TASK PROMPT =>
Please transcribe the data exactly as shown, skipping the images.

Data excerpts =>
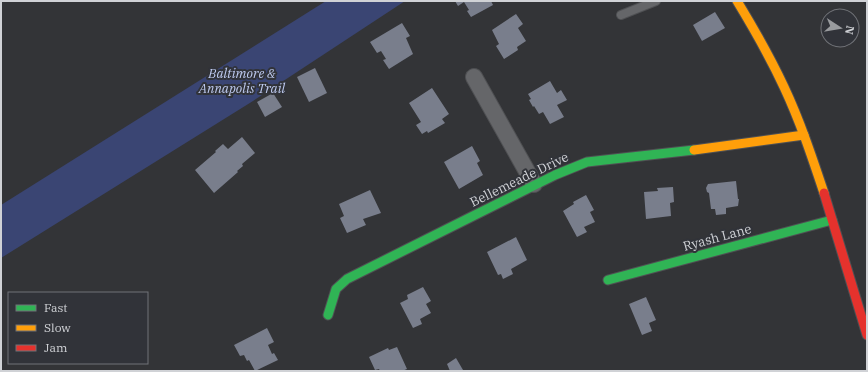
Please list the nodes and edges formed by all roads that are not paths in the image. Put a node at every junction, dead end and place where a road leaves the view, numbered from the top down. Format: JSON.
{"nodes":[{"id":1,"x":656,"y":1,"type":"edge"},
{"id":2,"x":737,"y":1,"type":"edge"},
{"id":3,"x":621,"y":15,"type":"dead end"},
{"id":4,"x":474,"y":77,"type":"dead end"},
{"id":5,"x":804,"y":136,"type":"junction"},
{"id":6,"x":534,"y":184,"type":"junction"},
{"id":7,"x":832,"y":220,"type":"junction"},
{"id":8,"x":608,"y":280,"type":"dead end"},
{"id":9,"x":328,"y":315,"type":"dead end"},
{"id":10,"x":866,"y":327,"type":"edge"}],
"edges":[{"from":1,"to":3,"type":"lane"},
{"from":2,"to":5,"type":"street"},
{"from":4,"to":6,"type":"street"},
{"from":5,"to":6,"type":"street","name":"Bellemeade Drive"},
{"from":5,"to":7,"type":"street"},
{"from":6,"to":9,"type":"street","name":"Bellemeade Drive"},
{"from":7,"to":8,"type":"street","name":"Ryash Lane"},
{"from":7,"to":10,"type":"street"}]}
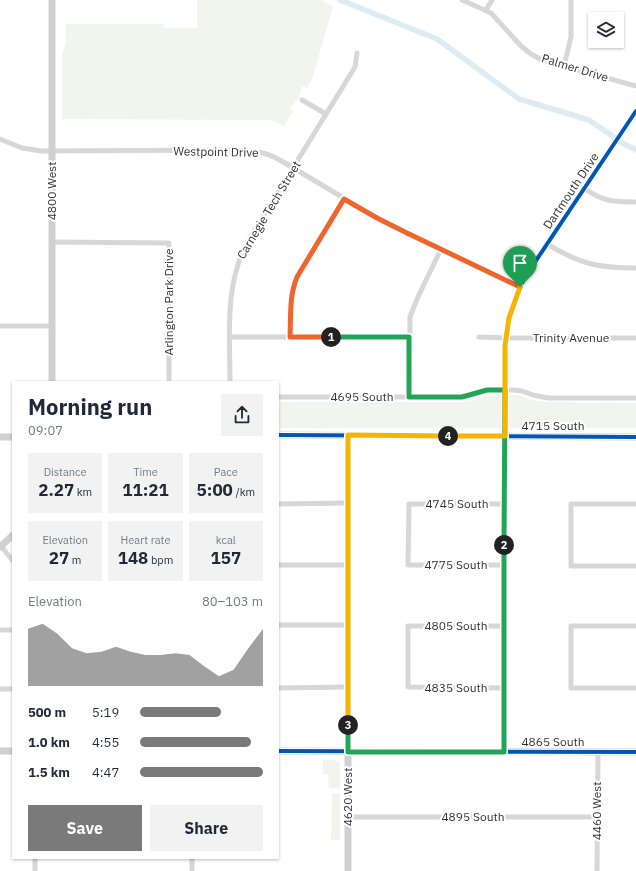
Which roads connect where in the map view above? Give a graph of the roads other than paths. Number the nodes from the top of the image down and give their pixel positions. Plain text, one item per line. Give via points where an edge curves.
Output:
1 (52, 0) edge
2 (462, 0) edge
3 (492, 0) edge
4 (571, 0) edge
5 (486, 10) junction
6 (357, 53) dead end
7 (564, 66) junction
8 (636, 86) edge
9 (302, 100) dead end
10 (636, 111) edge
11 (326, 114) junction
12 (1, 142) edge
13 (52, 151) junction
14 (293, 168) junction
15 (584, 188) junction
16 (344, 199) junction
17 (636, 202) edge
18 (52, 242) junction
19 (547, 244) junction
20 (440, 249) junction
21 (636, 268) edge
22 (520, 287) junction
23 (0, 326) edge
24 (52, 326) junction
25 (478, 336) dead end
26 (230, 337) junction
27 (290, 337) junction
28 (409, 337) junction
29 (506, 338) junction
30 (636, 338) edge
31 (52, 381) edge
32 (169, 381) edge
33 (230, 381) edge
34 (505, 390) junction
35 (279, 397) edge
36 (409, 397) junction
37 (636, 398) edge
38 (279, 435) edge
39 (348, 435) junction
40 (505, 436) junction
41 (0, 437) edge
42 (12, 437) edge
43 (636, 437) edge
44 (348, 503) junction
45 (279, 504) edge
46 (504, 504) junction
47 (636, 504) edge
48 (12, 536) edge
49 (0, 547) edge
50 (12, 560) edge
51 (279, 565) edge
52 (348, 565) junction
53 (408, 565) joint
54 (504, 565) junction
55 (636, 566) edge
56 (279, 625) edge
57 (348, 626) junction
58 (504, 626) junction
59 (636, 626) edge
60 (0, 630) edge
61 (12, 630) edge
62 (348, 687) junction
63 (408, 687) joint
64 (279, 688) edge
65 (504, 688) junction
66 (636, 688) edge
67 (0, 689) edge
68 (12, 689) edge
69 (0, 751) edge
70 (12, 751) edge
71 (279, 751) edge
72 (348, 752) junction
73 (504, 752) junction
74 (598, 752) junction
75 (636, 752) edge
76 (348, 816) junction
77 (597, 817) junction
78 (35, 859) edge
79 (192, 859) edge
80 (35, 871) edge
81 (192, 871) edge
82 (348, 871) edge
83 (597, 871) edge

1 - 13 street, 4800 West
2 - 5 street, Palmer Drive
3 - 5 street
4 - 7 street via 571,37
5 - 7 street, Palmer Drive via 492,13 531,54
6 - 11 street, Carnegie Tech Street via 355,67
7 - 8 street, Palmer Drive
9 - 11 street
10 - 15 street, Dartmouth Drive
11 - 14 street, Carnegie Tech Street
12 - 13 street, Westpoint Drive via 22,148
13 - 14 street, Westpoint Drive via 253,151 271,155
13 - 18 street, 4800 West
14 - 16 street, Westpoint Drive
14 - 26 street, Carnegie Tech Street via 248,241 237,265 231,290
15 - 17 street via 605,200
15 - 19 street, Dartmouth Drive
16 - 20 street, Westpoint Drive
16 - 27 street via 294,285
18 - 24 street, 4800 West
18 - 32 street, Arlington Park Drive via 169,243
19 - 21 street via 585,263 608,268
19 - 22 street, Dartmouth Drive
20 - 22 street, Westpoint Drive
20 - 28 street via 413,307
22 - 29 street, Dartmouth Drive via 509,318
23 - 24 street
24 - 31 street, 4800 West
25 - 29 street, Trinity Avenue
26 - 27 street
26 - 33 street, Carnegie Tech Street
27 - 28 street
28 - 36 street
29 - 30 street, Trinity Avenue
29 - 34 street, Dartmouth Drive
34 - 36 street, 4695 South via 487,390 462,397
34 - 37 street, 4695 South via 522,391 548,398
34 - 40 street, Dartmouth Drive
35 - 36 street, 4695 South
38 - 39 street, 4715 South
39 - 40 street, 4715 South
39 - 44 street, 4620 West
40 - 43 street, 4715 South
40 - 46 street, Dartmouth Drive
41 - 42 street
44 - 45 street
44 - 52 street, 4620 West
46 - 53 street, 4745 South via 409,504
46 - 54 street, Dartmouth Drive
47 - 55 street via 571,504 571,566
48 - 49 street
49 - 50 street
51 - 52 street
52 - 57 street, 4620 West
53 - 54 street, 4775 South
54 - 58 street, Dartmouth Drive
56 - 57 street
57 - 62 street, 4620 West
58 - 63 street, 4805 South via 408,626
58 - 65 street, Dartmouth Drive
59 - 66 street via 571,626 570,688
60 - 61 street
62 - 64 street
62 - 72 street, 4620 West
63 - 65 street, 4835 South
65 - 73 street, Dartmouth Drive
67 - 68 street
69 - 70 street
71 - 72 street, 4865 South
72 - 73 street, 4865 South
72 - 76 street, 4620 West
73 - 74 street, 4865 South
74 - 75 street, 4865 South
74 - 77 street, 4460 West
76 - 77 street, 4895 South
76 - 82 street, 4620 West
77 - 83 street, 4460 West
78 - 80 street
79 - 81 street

RESPONSE BELOW =>
Please list the nodes and edges formed by all roads that are not paths in the image. Put a node at every junction, dead end and place where a road leaves the view, numbered from the top down. Format: JSON.
{"nodes":[{"id":1,"x":656,"y":1,"type":"edge"},
{"id":2,"x":737,"y":1,"type":"edge"},
{"id":3,"x":621,"y":15,"type":"dead end"},
{"id":4,"x":474,"y":77,"type":"dead end"},
{"id":5,"x":804,"y":136,"type":"junction"},
{"id":6,"x":534,"y":184,"type":"junction"},
{"id":7,"x":832,"y":220,"type":"junction"},
{"id":8,"x":608,"y":280,"type":"dead end"},
{"id":9,"x":328,"y":315,"type":"dead end"},
{"id":10,"x":866,"y":327,"type":"edge"}],
"edges":[{"from":1,"to":3,"type":"lane"},
{"from":2,"to":5,"type":"street"},
{"from":4,"to":6,"type":"street"},
{"from":5,"to":6,"type":"street","name":"Bellemeade Drive"},
{"from":5,"to":7,"type":"street"},
{"from":6,"to":9,"type":"street","name":"Bellemeade Drive"},
{"from":7,"to":8,"type":"street","name":"Ryash Lane"},
{"from":7,"to":10,"type":"street"}]}
Which roads connect where in the map view above? Give a graph of the roads other than paths. Number the nodes from the top of the image down and give their pixel positions. Plain text, one item per line. Give via points where an edge curves.
Output:
1 (52, 0) edge
2 (462, 0) edge
3 (492, 0) edge
4 (571, 0) edge
5 (486, 10) junction
6 (357, 53) dead end
7 (564, 66) junction
8 (636, 86) edge
9 (302, 100) dead end
10 (636, 111) edge
11 (326, 114) junction
12 (1, 142) edge
13 (52, 151) junction
14 (293, 168) junction
15 (584, 188) junction
16 (344, 199) junction
17 (636, 202) edge
18 (52, 242) junction
19 (547, 244) junction
20 (440, 249) junction
21 (636, 268) edge
22 (520, 287) junction
23 (0, 326) edge
24 (52, 326) junction
25 (478, 336) dead end
26 (230, 337) junction
27 (290, 337) junction
28 (409, 337) junction
29 (506, 338) junction
30 (636, 338) edge
31 (52, 381) edge
32 (169, 381) edge
33 (230, 381) edge
34 (505, 390) junction
35 (279, 397) edge
36 (409, 397) junction
37 (636, 398) edge
38 (279, 435) edge
39 (348, 435) junction
40 (505, 436) junction
41 (0, 437) edge
42 (12, 437) edge
43 (636, 437) edge
44 (348, 503) junction
45 (279, 504) edge
46 (504, 504) junction
47 (636, 504) edge
48 (12, 536) edge
49 (0, 547) edge
50 (12, 560) edge
51 (279, 565) edge
52 (348, 565) junction
53 (408, 565) joint
54 (504, 565) junction
55 (636, 566) edge
56 (279, 625) edge
57 (348, 626) junction
58 (504, 626) junction
59 (636, 626) edge
60 (0, 630) edge
61 (12, 630) edge
62 (348, 687) junction
63 (408, 687) joint
64 (279, 688) edge
65 (504, 688) junction
66 (636, 688) edge
67 (0, 689) edge
68 (12, 689) edge
69 (0, 751) edge
70 (12, 751) edge
71 (279, 751) edge
72 (348, 752) junction
73 (504, 752) junction
74 (598, 752) junction
75 (636, 752) edge
76 (348, 816) junction
77 (597, 817) junction
78 (35, 859) edge
79 (192, 859) edge
80 (35, 871) edge
81 (192, 871) edge
82 (348, 871) edge
83 (597, 871) edge

1 - 13 street, 4800 West
2 - 5 street, Palmer Drive
3 - 5 street
4 - 7 street via 571,37
5 - 7 street, Palmer Drive via 492,13 531,54
6 - 11 street, Carnegie Tech Street via 355,67
7 - 8 street, Palmer Drive
9 - 11 street
10 - 15 street, Dartmouth Drive
11 - 14 street, Carnegie Tech Street
12 - 13 street, Westpoint Drive via 22,148
13 - 14 street, Westpoint Drive via 253,151 271,155
13 - 18 street, 4800 West
14 - 16 street, Westpoint Drive
14 - 26 street, Carnegie Tech Street via 248,241 237,265 231,290
15 - 17 street via 605,200
15 - 19 street, Dartmouth Drive
16 - 20 street, Westpoint Drive
16 - 27 street via 294,285
18 - 24 street, 4800 West
18 - 32 street, Arlington Park Drive via 169,243
19 - 21 street via 585,263 608,268
19 - 22 street, Dartmouth Drive
20 - 22 street, Westpoint Drive
20 - 28 street via 413,307
22 - 29 street, Dartmouth Drive via 509,318
23 - 24 street
24 - 31 street, 4800 West
25 - 29 street, Trinity Avenue
26 - 27 street
26 - 33 street, Carnegie Tech Street
27 - 28 street
28 - 36 street
29 - 30 street, Trinity Avenue
29 - 34 street, Dartmouth Drive
34 - 36 street, 4695 South via 487,390 462,397
34 - 37 street, 4695 South via 522,391 548,398
34 - 40 street, Dartmouth Drive
35 - 36 street, 4695 South
38 - 39 street, 4715 South
39 - 40 street, 4715 South
39 - 44 street, 4620 West
40 - 43 street, 4715 South
40 - 46 street, Dartmouth Drive
41 - 42 street
44 - 45 street
44 - 52 street, 4620 West
46 - 53 street, 4745 South via 409,504
46 - 54 street, Dartmouth Drive
47 - 55 street via 571,504 571,566
48 - 49 street
49 - 50 street
51 - 52 street
52 - 57 street, 4620 West
53 - 54 street, 4775 South
54 - 58 street, Dartmouth Drive
56 - 57 street
57 - 62 street, 4620 West
58 - 63 street, 4805 South via 408,626
58 - 65 street, Dartmouth Drive
59 - 66 street via 571,626 570,688
60 - 61 street
62 - 64 street
62 - 72 street, 4620 West
63 - 65 street, 4835 South
65 - 73 street, Dartmouth Drive
67 - 68 street
69 - 70 street
71 - 72 street, 4865 South
72 - 73 street, 4865 South
72 - 76 street, 4620 West
73 - 74 street, 4865 South
74 - 75 street, 4865 South
74 - 77 street, 4460 West
76 - 77 street, 4895 South
76 - 82 street, 4620 West
77 - 83 street, 4460 West
78 - 80 street
79 - 81 street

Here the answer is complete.